High open interest tells the story
One of the clearest warning signs before a liquidation cascade is elevated open interest in the futures market. Open interest represents the total number of outstanding derivative contracts that haven’t been settled. In the lead-up to this latest event, open interest levels remained elevated, particularly on the long side.
This pattern has repeated throughout May and June. Traders pile into leveraged longs during periods of relative calm or modest upward momentum. Then a sharp move down, sometimes triggered by nothing more dramatic than profit-taking, sets off the liquidation chain reaction.

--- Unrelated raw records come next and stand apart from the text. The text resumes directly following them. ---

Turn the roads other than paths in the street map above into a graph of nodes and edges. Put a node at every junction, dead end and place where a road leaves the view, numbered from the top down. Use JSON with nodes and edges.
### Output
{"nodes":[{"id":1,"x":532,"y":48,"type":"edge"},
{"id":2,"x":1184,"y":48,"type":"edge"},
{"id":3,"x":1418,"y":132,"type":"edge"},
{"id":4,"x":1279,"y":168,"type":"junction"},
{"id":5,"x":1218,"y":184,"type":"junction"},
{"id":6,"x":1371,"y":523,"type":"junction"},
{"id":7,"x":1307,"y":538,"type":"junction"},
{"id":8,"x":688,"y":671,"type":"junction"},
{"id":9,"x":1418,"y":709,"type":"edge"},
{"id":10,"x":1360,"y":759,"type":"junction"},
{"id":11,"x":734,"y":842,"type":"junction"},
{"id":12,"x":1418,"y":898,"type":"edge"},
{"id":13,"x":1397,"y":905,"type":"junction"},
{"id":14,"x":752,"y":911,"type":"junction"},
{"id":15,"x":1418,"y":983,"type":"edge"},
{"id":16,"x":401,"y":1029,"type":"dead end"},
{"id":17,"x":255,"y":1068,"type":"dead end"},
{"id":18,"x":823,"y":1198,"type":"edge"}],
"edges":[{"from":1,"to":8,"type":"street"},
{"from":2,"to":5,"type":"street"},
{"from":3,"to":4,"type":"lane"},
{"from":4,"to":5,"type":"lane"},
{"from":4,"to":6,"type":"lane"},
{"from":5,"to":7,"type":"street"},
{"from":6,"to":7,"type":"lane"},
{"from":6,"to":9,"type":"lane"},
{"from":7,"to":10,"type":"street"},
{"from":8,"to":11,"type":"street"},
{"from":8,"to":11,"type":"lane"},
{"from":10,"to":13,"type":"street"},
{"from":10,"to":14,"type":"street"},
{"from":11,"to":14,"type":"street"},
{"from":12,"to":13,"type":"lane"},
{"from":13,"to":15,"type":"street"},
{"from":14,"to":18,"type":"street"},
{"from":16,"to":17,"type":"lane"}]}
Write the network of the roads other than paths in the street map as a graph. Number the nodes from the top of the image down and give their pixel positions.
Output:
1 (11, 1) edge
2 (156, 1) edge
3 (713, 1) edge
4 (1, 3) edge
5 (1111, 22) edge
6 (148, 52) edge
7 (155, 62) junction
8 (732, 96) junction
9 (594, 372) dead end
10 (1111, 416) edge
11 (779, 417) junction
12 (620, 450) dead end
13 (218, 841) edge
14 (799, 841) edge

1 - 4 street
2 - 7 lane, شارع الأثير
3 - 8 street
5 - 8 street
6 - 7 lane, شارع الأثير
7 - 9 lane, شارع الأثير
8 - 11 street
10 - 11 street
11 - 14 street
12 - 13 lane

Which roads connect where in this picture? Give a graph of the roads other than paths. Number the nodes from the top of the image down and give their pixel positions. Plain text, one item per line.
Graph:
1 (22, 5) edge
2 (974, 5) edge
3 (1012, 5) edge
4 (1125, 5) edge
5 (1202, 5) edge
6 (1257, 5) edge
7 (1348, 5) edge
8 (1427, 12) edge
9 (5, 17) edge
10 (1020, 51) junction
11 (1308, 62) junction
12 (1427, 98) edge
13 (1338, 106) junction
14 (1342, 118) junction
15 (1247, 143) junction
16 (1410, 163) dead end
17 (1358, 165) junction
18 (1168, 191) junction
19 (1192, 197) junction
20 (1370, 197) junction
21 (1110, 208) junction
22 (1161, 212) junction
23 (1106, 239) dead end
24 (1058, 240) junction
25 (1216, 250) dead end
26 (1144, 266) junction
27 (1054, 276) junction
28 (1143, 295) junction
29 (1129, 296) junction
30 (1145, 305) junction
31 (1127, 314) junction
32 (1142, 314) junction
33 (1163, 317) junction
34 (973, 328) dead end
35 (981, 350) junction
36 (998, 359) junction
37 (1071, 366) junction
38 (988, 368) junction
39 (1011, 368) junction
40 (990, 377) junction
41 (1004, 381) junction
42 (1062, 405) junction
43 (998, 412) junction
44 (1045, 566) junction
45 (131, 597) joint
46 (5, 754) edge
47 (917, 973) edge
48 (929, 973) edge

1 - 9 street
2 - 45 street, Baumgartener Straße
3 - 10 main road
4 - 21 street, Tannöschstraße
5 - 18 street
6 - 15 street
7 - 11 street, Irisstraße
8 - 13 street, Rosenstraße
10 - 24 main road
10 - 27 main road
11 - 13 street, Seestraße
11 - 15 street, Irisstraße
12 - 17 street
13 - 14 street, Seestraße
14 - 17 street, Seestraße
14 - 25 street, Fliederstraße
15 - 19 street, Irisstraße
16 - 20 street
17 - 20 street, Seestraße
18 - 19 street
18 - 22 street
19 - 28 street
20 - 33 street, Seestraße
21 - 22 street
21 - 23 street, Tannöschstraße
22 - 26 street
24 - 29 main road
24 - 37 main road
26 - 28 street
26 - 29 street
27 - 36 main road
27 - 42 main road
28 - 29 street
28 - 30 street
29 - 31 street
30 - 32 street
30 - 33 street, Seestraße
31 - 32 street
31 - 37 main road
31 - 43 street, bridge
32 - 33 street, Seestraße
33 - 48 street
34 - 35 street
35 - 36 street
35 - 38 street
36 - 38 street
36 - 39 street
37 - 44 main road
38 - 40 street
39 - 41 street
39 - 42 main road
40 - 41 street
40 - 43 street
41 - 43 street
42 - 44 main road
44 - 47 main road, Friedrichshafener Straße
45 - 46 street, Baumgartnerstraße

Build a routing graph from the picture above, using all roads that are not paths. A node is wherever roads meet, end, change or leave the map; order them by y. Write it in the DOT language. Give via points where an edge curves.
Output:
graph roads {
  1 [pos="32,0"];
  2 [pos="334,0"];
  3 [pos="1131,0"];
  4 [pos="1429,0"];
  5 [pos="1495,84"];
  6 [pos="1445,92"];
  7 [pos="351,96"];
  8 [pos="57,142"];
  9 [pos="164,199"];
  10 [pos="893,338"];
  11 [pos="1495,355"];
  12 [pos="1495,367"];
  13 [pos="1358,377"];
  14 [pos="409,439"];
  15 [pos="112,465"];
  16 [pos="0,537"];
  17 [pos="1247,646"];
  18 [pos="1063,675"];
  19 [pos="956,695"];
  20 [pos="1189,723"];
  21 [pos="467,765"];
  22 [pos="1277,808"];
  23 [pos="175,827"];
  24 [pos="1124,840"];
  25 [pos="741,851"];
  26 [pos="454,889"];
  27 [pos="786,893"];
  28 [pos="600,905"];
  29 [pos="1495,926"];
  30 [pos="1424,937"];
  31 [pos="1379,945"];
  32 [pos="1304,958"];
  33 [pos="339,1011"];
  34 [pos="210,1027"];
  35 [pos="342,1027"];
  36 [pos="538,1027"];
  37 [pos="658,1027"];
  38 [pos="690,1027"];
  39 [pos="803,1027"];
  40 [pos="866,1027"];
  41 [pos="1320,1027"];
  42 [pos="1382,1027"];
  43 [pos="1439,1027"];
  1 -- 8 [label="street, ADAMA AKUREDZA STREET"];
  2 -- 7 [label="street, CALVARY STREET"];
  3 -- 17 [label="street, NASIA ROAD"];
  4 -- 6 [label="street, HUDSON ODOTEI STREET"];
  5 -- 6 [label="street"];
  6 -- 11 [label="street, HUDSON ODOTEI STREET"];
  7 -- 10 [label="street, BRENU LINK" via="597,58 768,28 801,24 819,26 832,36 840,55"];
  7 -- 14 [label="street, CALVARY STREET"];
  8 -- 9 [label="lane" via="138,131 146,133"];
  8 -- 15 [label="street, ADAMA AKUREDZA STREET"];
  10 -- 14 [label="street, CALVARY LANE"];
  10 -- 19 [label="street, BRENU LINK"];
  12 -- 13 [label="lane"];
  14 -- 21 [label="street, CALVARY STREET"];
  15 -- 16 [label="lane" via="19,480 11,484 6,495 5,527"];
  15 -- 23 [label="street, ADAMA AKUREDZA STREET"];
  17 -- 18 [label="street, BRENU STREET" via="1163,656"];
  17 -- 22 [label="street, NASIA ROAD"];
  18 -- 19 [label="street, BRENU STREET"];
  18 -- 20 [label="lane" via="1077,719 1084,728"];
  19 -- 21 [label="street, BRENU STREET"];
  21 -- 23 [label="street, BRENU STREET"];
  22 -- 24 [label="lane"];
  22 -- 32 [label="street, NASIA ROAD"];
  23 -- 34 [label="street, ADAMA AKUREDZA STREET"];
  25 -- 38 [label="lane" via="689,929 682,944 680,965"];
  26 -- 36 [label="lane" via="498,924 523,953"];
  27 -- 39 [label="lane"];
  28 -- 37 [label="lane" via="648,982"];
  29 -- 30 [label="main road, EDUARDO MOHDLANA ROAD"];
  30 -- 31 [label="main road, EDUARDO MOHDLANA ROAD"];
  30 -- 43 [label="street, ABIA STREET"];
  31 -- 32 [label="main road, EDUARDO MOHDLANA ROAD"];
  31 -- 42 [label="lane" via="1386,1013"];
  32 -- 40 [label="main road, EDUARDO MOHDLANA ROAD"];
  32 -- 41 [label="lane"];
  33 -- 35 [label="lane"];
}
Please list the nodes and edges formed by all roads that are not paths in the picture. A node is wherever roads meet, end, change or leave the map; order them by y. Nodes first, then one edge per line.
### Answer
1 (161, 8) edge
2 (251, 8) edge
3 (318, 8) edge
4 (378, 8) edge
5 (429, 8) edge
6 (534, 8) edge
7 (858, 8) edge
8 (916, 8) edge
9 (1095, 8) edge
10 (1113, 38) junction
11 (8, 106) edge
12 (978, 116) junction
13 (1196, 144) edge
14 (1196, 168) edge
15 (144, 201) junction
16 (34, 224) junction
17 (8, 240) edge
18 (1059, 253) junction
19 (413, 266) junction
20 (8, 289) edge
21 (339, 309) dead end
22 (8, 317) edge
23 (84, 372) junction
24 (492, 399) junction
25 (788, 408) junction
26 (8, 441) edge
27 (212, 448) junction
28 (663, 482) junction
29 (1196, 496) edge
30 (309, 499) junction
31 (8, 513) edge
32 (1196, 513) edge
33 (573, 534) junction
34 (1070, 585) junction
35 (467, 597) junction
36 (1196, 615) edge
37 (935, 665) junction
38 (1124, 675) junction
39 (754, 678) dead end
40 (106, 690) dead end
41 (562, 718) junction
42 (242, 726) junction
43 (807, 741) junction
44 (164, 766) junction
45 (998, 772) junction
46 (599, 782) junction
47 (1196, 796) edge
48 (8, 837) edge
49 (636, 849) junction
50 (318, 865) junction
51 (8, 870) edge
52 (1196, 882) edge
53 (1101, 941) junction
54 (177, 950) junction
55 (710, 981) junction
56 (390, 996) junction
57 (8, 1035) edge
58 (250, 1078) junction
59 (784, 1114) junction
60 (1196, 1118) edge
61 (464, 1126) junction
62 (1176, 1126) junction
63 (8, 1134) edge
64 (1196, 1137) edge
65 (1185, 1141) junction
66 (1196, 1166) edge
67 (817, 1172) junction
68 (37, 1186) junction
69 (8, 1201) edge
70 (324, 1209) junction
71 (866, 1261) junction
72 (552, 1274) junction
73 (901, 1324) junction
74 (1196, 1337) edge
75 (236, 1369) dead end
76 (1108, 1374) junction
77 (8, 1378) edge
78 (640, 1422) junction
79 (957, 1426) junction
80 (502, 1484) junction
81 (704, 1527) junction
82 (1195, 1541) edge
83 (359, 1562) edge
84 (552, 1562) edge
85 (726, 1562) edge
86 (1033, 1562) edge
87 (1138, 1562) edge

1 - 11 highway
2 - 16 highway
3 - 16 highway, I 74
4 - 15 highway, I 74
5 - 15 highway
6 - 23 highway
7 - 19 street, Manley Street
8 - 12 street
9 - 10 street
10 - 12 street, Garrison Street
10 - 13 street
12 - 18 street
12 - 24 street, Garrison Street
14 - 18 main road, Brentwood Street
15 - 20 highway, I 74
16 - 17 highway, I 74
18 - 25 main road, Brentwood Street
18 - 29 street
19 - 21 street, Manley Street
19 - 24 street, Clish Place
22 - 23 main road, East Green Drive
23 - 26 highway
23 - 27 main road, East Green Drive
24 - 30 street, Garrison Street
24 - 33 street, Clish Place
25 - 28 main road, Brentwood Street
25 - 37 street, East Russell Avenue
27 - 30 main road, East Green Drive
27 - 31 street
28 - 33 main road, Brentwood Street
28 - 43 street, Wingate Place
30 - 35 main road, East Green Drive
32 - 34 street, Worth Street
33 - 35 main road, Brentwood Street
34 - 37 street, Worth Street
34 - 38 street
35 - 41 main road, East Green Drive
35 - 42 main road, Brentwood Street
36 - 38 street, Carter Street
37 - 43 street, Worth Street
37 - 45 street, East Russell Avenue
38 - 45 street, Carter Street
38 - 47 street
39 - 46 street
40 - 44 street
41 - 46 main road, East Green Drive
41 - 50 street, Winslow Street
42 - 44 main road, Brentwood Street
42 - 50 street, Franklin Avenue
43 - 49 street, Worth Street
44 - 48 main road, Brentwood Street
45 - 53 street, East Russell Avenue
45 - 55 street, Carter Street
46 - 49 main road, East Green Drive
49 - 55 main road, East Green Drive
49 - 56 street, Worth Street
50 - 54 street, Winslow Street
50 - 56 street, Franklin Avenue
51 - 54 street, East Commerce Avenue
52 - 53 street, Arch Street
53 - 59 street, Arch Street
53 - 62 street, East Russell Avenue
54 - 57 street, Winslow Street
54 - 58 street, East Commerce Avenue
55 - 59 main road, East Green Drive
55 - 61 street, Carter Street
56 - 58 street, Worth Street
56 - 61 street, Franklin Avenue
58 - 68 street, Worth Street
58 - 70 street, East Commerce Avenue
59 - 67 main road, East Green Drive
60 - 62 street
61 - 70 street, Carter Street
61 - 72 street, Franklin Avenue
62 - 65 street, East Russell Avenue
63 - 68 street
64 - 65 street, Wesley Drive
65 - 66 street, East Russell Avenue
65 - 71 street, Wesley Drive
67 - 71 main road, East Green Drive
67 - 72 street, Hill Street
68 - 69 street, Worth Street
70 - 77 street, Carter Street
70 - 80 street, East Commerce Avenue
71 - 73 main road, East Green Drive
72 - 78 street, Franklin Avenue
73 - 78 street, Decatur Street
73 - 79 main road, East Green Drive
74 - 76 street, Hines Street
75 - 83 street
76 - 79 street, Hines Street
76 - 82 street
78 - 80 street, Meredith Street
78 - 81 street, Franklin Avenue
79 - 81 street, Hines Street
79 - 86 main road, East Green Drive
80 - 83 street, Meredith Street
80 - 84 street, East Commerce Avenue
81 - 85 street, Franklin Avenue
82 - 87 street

What this means for investors
For spot holders, meaning people who actually own Bitcoin rather than trading derivatives, these events create volatility but don’t necessarily signal a fundamental shift. Liquidation cascades are mechanical events, not verdicts on Bitcoin’s long-term value.
The broader concern is what repeated liquidation events do to market psychology. Traders who get liquidated often don’t immediately re-enter the market, creating a headwind for recovery even after the mechanical selling is done.
Past liquidation spikes have historically been followed by periods where short sellers pile in with leverage of their own, only to get squeezed when prices rebound. If open interest rebuilds quickly on the short side, the same dynamics that punished longs could easily flip and punish shorts.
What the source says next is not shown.